Brief: Your task is to transcribe the data in full.

____________

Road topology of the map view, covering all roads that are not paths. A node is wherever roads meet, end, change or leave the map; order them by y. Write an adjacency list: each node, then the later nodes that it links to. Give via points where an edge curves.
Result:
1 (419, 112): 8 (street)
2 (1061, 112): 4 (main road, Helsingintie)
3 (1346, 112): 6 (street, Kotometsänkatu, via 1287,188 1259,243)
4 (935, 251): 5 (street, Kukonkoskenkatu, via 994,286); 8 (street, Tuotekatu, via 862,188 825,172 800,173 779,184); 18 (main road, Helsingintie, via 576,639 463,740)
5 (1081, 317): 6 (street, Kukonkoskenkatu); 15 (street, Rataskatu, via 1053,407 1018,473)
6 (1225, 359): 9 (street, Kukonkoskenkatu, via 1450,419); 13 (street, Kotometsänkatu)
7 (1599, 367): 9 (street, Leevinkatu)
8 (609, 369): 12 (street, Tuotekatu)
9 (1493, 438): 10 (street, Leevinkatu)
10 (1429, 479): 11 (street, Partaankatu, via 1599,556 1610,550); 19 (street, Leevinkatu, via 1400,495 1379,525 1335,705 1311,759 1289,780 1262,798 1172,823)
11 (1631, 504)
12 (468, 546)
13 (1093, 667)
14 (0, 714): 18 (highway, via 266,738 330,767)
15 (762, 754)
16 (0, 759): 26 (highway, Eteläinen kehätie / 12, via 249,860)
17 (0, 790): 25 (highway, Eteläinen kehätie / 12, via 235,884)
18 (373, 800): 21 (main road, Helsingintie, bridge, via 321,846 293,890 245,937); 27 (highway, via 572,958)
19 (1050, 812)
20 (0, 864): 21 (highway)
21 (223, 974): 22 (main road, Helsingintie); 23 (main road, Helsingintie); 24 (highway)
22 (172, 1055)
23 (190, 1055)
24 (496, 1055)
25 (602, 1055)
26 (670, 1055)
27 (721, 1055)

____________

Task response:
Road topology of the map view, covering all roads that are not paths. A node is wherever roads meet, end, change or leave the map; order them by y. Write an adjacency list: each node, then the later nodes that it links to. Give via points where an edge curves.
Result:
1 (419, 112): 8 (street)
2 (1061, 112): 4 (main road, Helsingintie)
3 (1346, 112): 6 (street, Kotometsänkatu, via 1287,188 1259,243)
4 (935, 251): 5 (street, Kukonkoskenkatu, via 994,286); 8 (street, Tuotekatu, via 862,188 825,172 800,173 779,184); 18 (main road, Helsingintie, via 576,639 463,740)
5 (1081, 317): 6 (street, Kukonkoskenkatu); 15 (street, Rataskatu, via 1053,407 1018,473)
6 (1225, 359): 9 (street, Kukonkoskenkatu, via 1450,419); 13 (street, Kotometsänkatu)
7 (1599, 367): 9 (street, Leevinkatu)
8 (609, 369): 12 (street, Tuotekatu)
9 (1493, 438): 10 (street, Leevinkatu)
10 (1429, 479): 11 (street, Partaankatu, via 1599,556 1610,550); 19 (street, Leevinkatu, via 1400,495 1379,525 1335,705 1311,759 1289,780 1262,798 1172,823)
11 (1631, 504)
12 (468, 546)
13 (1093, 667)
14 (0, 714): 18 (highway, via 266,738 330,767)
15 (762, 754)
16 (0, 759): 26 (highway, Eteläinen kehätie / 12, via 249,860)
17 (0, 790): 25 (highway, Eteläinen kehätie / 12, via 235,884)
18 (373, 800): 21 (main road, Helsingintie, bridge, via 321,846 293,890 245,937); 27 (highway, via 572,958)
19 (1050, 812)
20 (0, 864): 21 (highway)
21 (223, 974): 22 (main road, Helsingintie); 23 (main road, Helsingintie); 24 (highway)
22 (172, 1055)
23 (190, 1055)
24 (496, 1055)
25 (602, 1055)
26 (670, 1055)
27 (721, 1055)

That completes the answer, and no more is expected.